Item 1.01 Entry into a Material Definitive Agreement.
Registered Direct Offering
On July 22, 2025, ProMIS Neurosciences Inc. (the “Company”) entered into a securities purchase agreement (the “Purchase Agreement”) with an existing healthcare focused institutional investor relating to the issuance and sale of a pre-funded warrant to purchase 984,736 Common Shares (as defined herein) (the “Pre-Funded Warrant”) to such investor (the “Offering”). The Pre-Funded Warrant will be sold to the investor at an offering price of $0.8124 per share under such Pre-Funded Warrant, which represents, if it were applicable, the per share offering price for the common shares, no par value per share, of the Company (the “Common Shares”), less a $0.0001 per share exercise price for such Pre-Funded Warrant. The Purchase Agreement contains customary representations and warranties, conditions to closing, termination provisions and indemnification obligations, including for liabilities under the Securities Act of 1933, as amended (the “Securities Act”).

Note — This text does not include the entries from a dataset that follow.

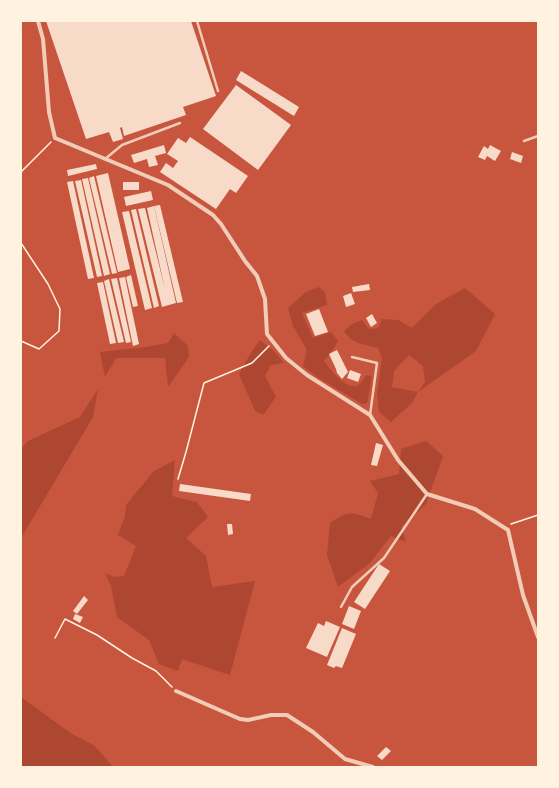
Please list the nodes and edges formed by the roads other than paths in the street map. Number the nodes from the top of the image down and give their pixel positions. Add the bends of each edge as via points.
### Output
1 (38, 21) edge
2 (197, 21) edge
3 (218, 91) dead end
4 (180, 123) dead end
5 (538, 136) edge
6 (524, 141) dead end
7 (104, 159) junction
8 (352, 357) dead end
9 (370, 415) junction
10 (427, 494) junction
11 (341, 606) dead end
12 (538, 637) edge
13 (176, 691) road end
14 (374, 767) edge

1 - 7 street via 43,39 49,112 55,138
2 - 3 lane
4 - 7 lane via 122,145
5 - 6 lane
7 - 9 street via 168,185 213,215 257,276 265,299 267,334 286,358
8 - 9 lane via 377,363
9 - 10 street via 398,460
10 - 11 lane via 384,558 352,587
10 - 12 street via 475,508 508,530 523,595
13 - 14 street via 240,719 287,715 345,758

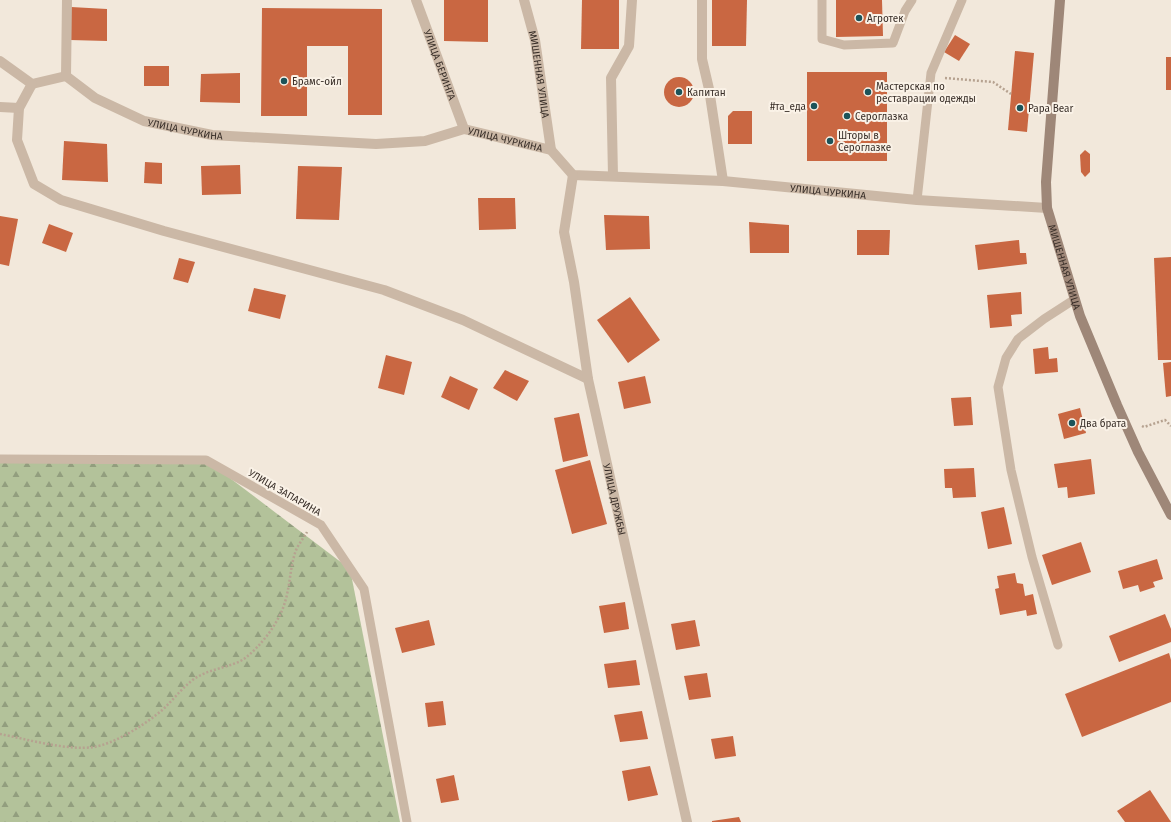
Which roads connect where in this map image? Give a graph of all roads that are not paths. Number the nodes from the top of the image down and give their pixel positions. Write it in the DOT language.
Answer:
graph roads {
  1 [pos="67,0"];
  2 [pos="416,0"];
  3 [pos="524,0"];
  4 [pos="632,0"];
  5 [pos="702,0"];
  6 [pos="822,0"];
  7 [pos="912,0"];
  8 [pos="962,0"];
  9 [pos="1060,0"];
  10 [pos="0,61"];
  11 [pos="66,76"];
  12 [pos="32,84"];
  13 [pos="0,107"];
  14 [pos="19,108"];
  15 [pos="464,129"];
  16 [pos="551,150"];
  17 [pos="573,175"];
  18 [pos="613,176"];
  19 [pos="723,181"];
  20 [pos="917,200"];
  21 [pos="1047,208"];
  22 [pos="1075,299"];
  23 [pos="588,379"];
  24 [pos="0,459"];
  25 [pos="1171,515"];
  26 [pos="1058,645"];
  27 [pos="407,822"];
  28 [pos="687,822"];
  1 -- 11 [label="street"];
  2 -- 15 [label="street, УЛИЦА БЕРИНГА"];
  3 -- 16 [label="street, МИШЕННАЯ УЛИЦА"];
  4 -- 18 [label="street"];
  5 -- 19 [label="street"];
  6 -- 7 [label="lane"];
  8 -- 20 [label="lane"];
  9 -- 21 [label="main road, МИШЕННАЯ УЛИЦА"];
  10 -- 12 [label="street"];
  11 -- 12 [label="street"];
  11 -- 15 [label="street, УЛИЦА ЧУРКИНА"];
  12 -- 14 [label="street"];
  13 -- 14 [label="street"];
  14 -- 23 [label="street"];
  15 -- 16 [label="street, УЛИЦА ЧУРКИНА"];
  16 -- 17 [label="street, УЛИЦА ЧУРКИНА"];
  17 -- 18 [label="street, УЛИЦА ЧУРКИНА"];
  17 -- 23 [label="street, УЛИЦА ДРУЖБЫ"];
  18 -- 19 [label="street, УЛИЦА ЧУРКИНА"];
  19 -- 20 [label="street, УЛИЦА ЧУРКИНА"];
  20 -- 21 [label="street, УЛИЦА ЧУРКИНА"];
  21 -- 22 [label="main road, МИШЕННАЯ УЛИЦА"];
  22 -- 25 [label="main road, МИШЕННАЯ УЛИЦА"];
  22 -- 26 [label="lane"];
  23 -- 28 [label="street, УЛИЦА ДРУЖБЫ"];
  24 -- 27 [label="lane, УЛИЦА ЗАПАРИНА"];
}
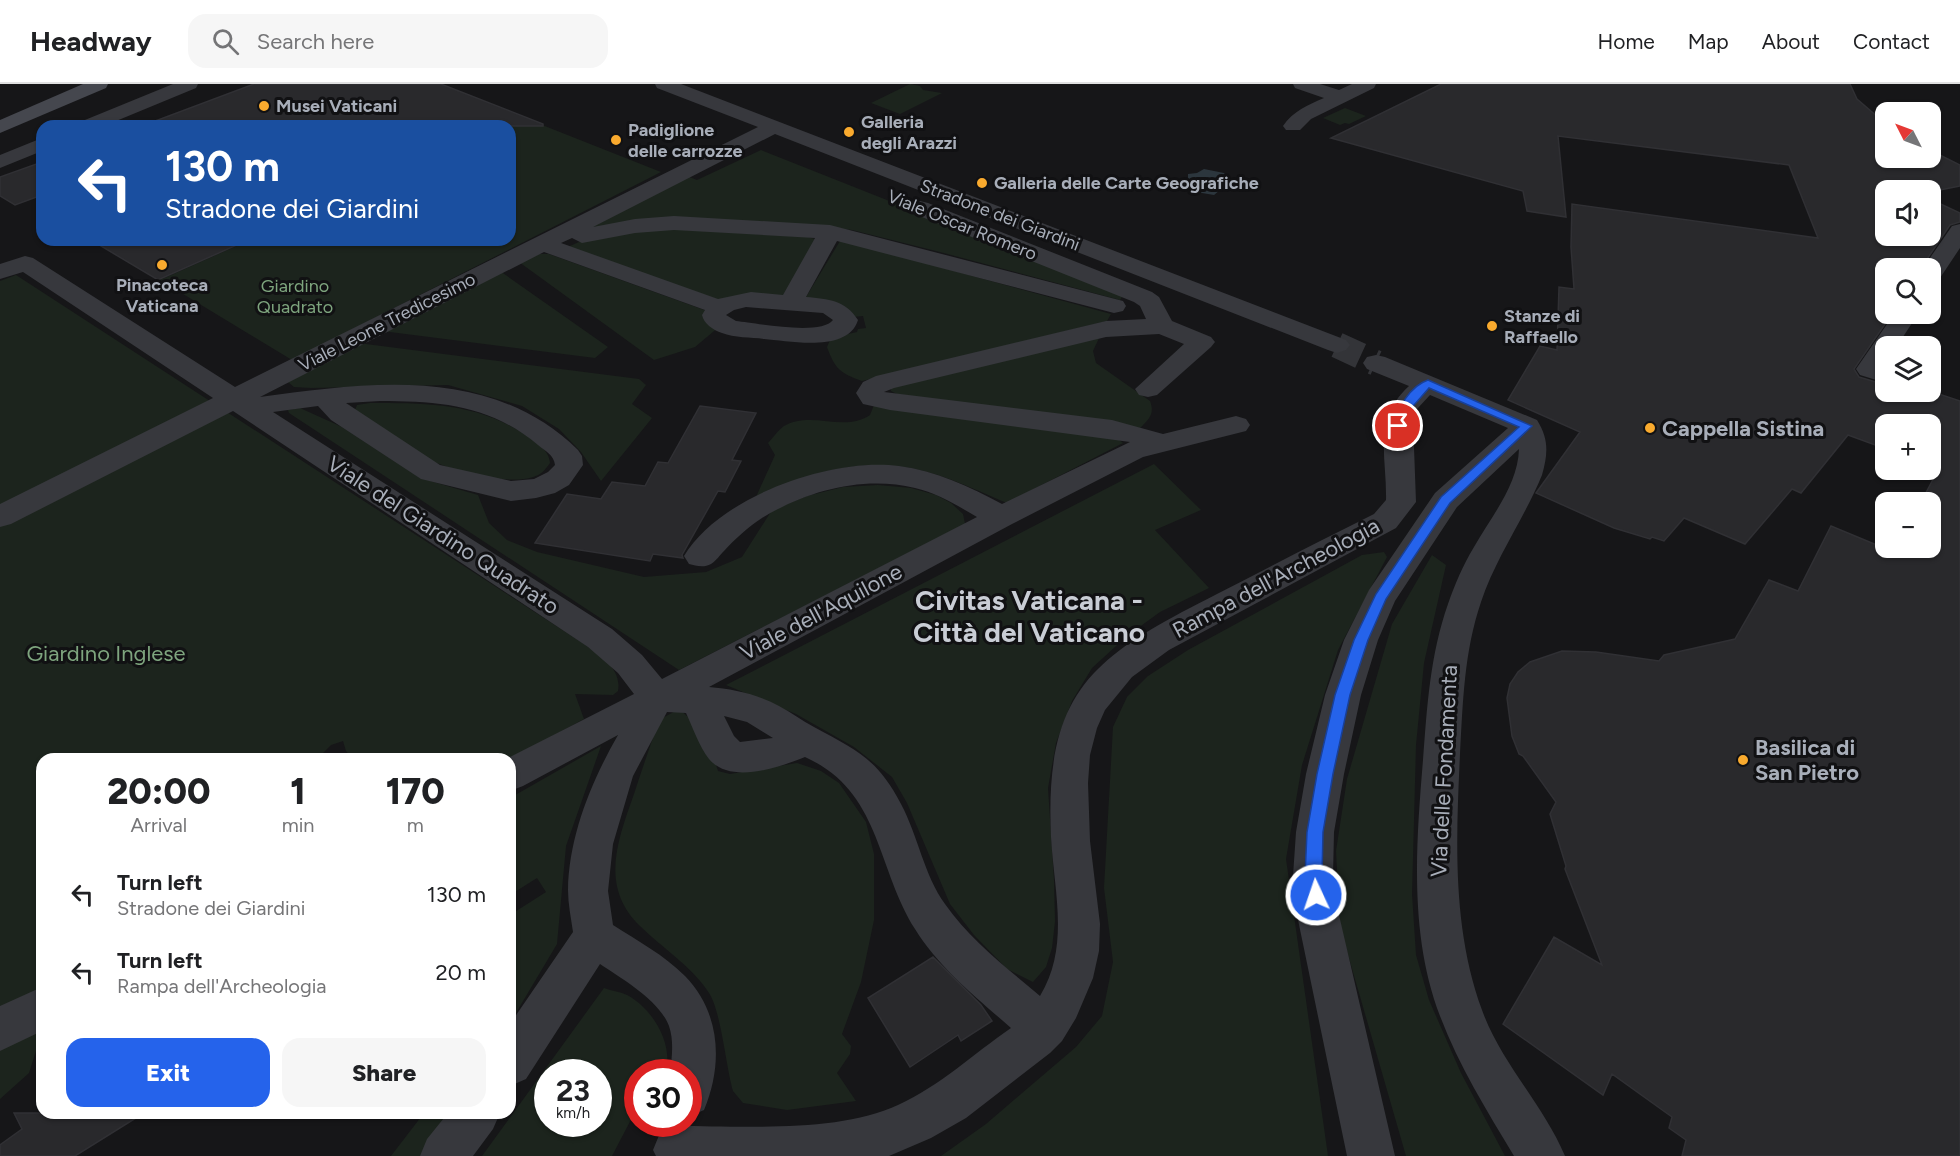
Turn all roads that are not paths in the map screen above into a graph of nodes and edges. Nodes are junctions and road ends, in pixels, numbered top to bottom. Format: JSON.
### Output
{"nodes":[{"id":1,"x":99,"y":84,"type":"edge"},
{"id":2,"x":189,"y":84,"type":"edge"},
{"id":3,"x":664,"y":84,"type":"edge"},
{"id":4,"x":1302,"y":84,"type":"edge"},
{"id":5,"x":1367,"y":84,"type":"edge"},
{"id":6,"x":1340,"y":97,"type":"junction"},
{"id":7,"x":102,"y":120,"type":"edge"},
{"id":8,"x":1293,"y":126,"type":"dead end"},
{"id":9,"x":0,"y":127,"type":"edge"},
{"id":10,"x":764,"y":138,"type":"junction"},
{"id":11,"x":36,"y":147,"type":"edge"},
{"id":12,"x":0,"y":162,"type":"edge"},
{"id":13,"x":902,"y":201,"type":"dead end"},
{"id":14,"x":1960,"y":231,"type":"edge"},
{"id":15,"x":830,"y":232,"type":"junction"},
{"id":16,"x":542,"y":244,"type":"junction"},
{"id":17,"x":1941,"y":260,"type":"edge"},
{"id":18,"x":0,"y":272,"type":"edge"},
{"id":19,"x":791,"y":302,"type":"dead end"},
{"id":20,"x":710,"y":304,"type":"dead end"},
{"id":21,"x":1114,"y":306,"type":"dead end"},
{"id":22,"x":1162,"y":326,"type":"junction"},
{"id":23,"x":1337,"y":345,"type":"tunnel mouth"},
{"id":24,"x":1875,"y":360,"type":"edge"},
{"id":25,"x":1376,"y":363,"type":"tunnel mouth"},
{"id":26,"x":1875,"y":371,"type":"edge"},
{"id":27,"x":272,"y":380,"type":"junction"},
{"id":28,"x":1428,"y":383,"type":"junction"},
{"id":29,"x":1148,"y":389,"type":"dead end"},
{"id":30,"x":314,"y":399,"type":"junction"},
{"id":31,"x":242,"y":403,"type":"junction"},
{"id":32,"x":1236,"y":425,"type":"dead end"},
{"id":33,"x":1530,"y":440,"type":"junction"},
{"id":34,"x":1147,"y":447,"type":"junction"},
{"id":35,"x":0,"y":517,"type":"edge"},
{"id":36,"x":1001,"y":517,"type":"junction"},
{"id":37,"x":700,"y":556,"type":"dead end"},
{"id":38,"x":657,"y":698,"type":"junction"},
{"id":39,"x":698,"y":700,"type":"junction"},
{"id":40,"x":806,"y":740,"type":"junction"},
{"id":41,"x":516,"y":772,"type":"edge"},
{"id":42,"x":594,"y":936,"type":"junction"},
{"id":43,"x":36,"y":1011,"type":"edge"},
{"id":44,"x":1044,"y":1028,"type":"junction"},
{"id":45,"x":0,"y":1029,"type":"edge"},
{"id":46,"x":516,"y":1054,"type":"edge"},
{"id":47,"x":694,"y":1059,"type":"edge"},
{"id":48,"x":472,"y":1119,"type":"edge"},
{"id":49,"x":678,"y":1143,"type":"edge"},
{"id":50,"x":444,"y":1156,"type":"edge"},
{"id":51,"x":1371,"y":1156,"type":"edge"},
{"id":52,"x":1541,"y":1156,"type":"edge"}],
"edges":[{"from":1,"to":9,"type":"street"},
{"from":2,"to":7,"type":"street"},
{"from":3,"to":10,"type":"street","name":"Stradone dei Giardini"},
{"from":4,"to":6,"type":"street"},
{"from":5,"to":6,"type":"street"},
{"from":6,"to":8,"type":"street"},
{"from":10,"to":16,"type":"street","name":"Viale Leone Tredicesimo"},
{"from":10,"to":23,"type":"street","name":"Stradone dei Giardini"},
{"from":11,"to":12,"type":"street"},
{"from":13,"to":22,"type":"street","name":"Viale Oscar Romero"},
{"from":14,"to":17,"type":"street"},
{"from":15,"to":16,"type":"street"},
{"from":15,"to":19,"type":"street"},
{"from":15,"to":21,"type":"street"},
{"from":16,"to":20,"type":"street"},
{"from":16,"to":27,"type":"street","name":"Viale Leone Tredicesimo"},
{"from":18,"to":31,"type":"street","name":"Viale del Giardino Quadrato"},
{"from":22,"to":29,"type":"street"},
{"from":22,"to":34,"type":"street"},
{"from":24,"to":26,"type":"street"},
{"from":25,"to":28,"type":"street"},
{"from":27,"to":30,"type":"street"},
{"from":27,"to":31,"type":"street","name":"Viale Leone Tredicesimo"},
{"from":28,"to":33,"type":"street"},
{"from":28,"to":44,"type":"street","name":"Rampa dell'Archeologia"},
{"from":30,"to":30,"type":"street"},
{"from":30,"to":31,"type":"street"},
{"from":31,"to":35,"type":"street","name":"Viale Leone Tredicesimo"},
{"from":31,"to":38,"type":"street","name":"Viale del Giardino Quadrato"},
{"from":32,"to":34,"type":"street","name":"Viale dell'Aquilone"},
{"from":33,"to":51,"type":"street"},
{"from":33,"to":52,"type":"street","name":"Via delle Fondamenta"},
{"from":34,"to":36,"type":"street","name":"Viale dell'Aquilone"},
{"from":36,"to":37,"type":"street"},
{"from":36,"to":38,"type":"street","name":"Viale dell'Aquilone"},
{"from":38,"to":39,"type":"street"},
{"from":38,"to":41,"type":"street","name":"Viale dell'Aquilone"},
{"from":38,"to":42,"type":"street"},
{"from":39,"to":40,"type":"street"},
{"from":39,"to":40,"type":"street"},
{"from":40,"to":44,"type":"street"},
{"from":42,"to":46,"type":"street"},
{"from":42,"to":47,"type":"street"},
{"from":43,"to":45,"type":"street"},
{"from":44,"to":49,"type":"street","name":"Rampa dell'Archeologia"},
{"from":48,"to":50,"type":"street"}]}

The Pre-Funded Warrant is exercisable at any time after the date of issuance. The holder of a Pre-Funded Warrant may not exercise such Pre-Funded Warrant if the holder, together with its affiliates, would beneficially own more than 4.99% (or, at the election of the holder, 9.99%) of the number of Common Shares outstanding immediately after giving effect to such exercise.
The gross proceeds from the Offering will be approximately $800,000, before paying estimated offering expenses. Delivery of the Pre-Funded Warrant is expected to take place on or about July 24, 2025, subject to customary closing conditions. The Offering is being made pursuant to the shelf registration statement on Form S-3 (File No. 333-274658) previously filed by the Company with the Securities and Exchange Commission (the “SEC”) on September 22, 2023, amended on September 27, 2023 and declared effective by the SEC on September 29, 2023.
The form of Pre-Funded Warrant and the Purchase Agreement are filed as Exhibit 4.1 and Exhibit 10.1, respectively, to this Current Report on Form 8-K. The foregoing description of the respective terms of the Pre-Funded Warrant and the Purchase Agreement is not intended to be complete and is qualified in its entirety by reference to such Exhibits. A copy of the opinion of McMillan LLP relating to the legality of the issuance and sale of the Pre-Funded Warrants in the Offering is filed as Exhibit 5.1 to this Current Report on Form 8-K.
PIPE Offering
On July 22, 2025, the Company entered into a securities purchase agreement (the “PIPE Purchase Agreement”) with an existing healthcare focused institutional investor that qualifies as an “accredited investor”, as defined in Rule 501(a) of Regulation D promulgated under the Securities Act, for the purpose of raising $2.4 million in aggregate gross proceeds for the Company (the “PIPE Offering”) before deducting fees and other expenses payable by the Company. Pursuant to the terms of the PIPE Purchase Agreement, the Company agreed to sell a warrant to purchase 12,616,821 Common Shares (the “Warrant”). The Warrant will be sold to the investor at an offering price of $0.1875 per share and have an exercise price of $1.25 per share.
The Warrant is immediately exercisable and will expire five years after the date of issuance. The holder of the Warrant may not exercise such Warrant if the holder, together with its affiliates, would beneficially own more than 4.99% (or, at the election of the holder, 9.99%) of the number of Common Shares outstanding immediately after giving effect to such exercise.
The gross proceeds from the PIPE Offering will be approximately $2.4 million, before paying estimated offering expenses. In conjunction with the proceeds from the exercise of existing warrants, the total gross proceeds to the Company inclusive of the PIPE Offering will be approximately $9.2 million. Delivery of the Warrants is expected to take place on or about July 24, 2025, subject to customary closing conditions.
Registration Rights Agreement
In connection with the PIPE Purchase Agreement, the Company entered into a Registration Rights Agreement with the PIPE Investor (the “Registration Rights Agreement”), pursuant to which the Company is required to prepare and file a registration statement (the “Registration Statement”) with the Securities and Exchange Commission (the “SEC”) under the Securities Act, covering the resale of the Common Shares issuable upon exercise of the Warrants issued to the PIPE Investor under the PIPE Purchase Agreement. The Company is required to file the Registration Statement with the SEC within 45 days after the date of the final closing of the PIPE Offering (the “Filing Date”) and is required to have the Registration Statement declared effective by the SEC in accordance with the terms of the Registration Rights Agreement.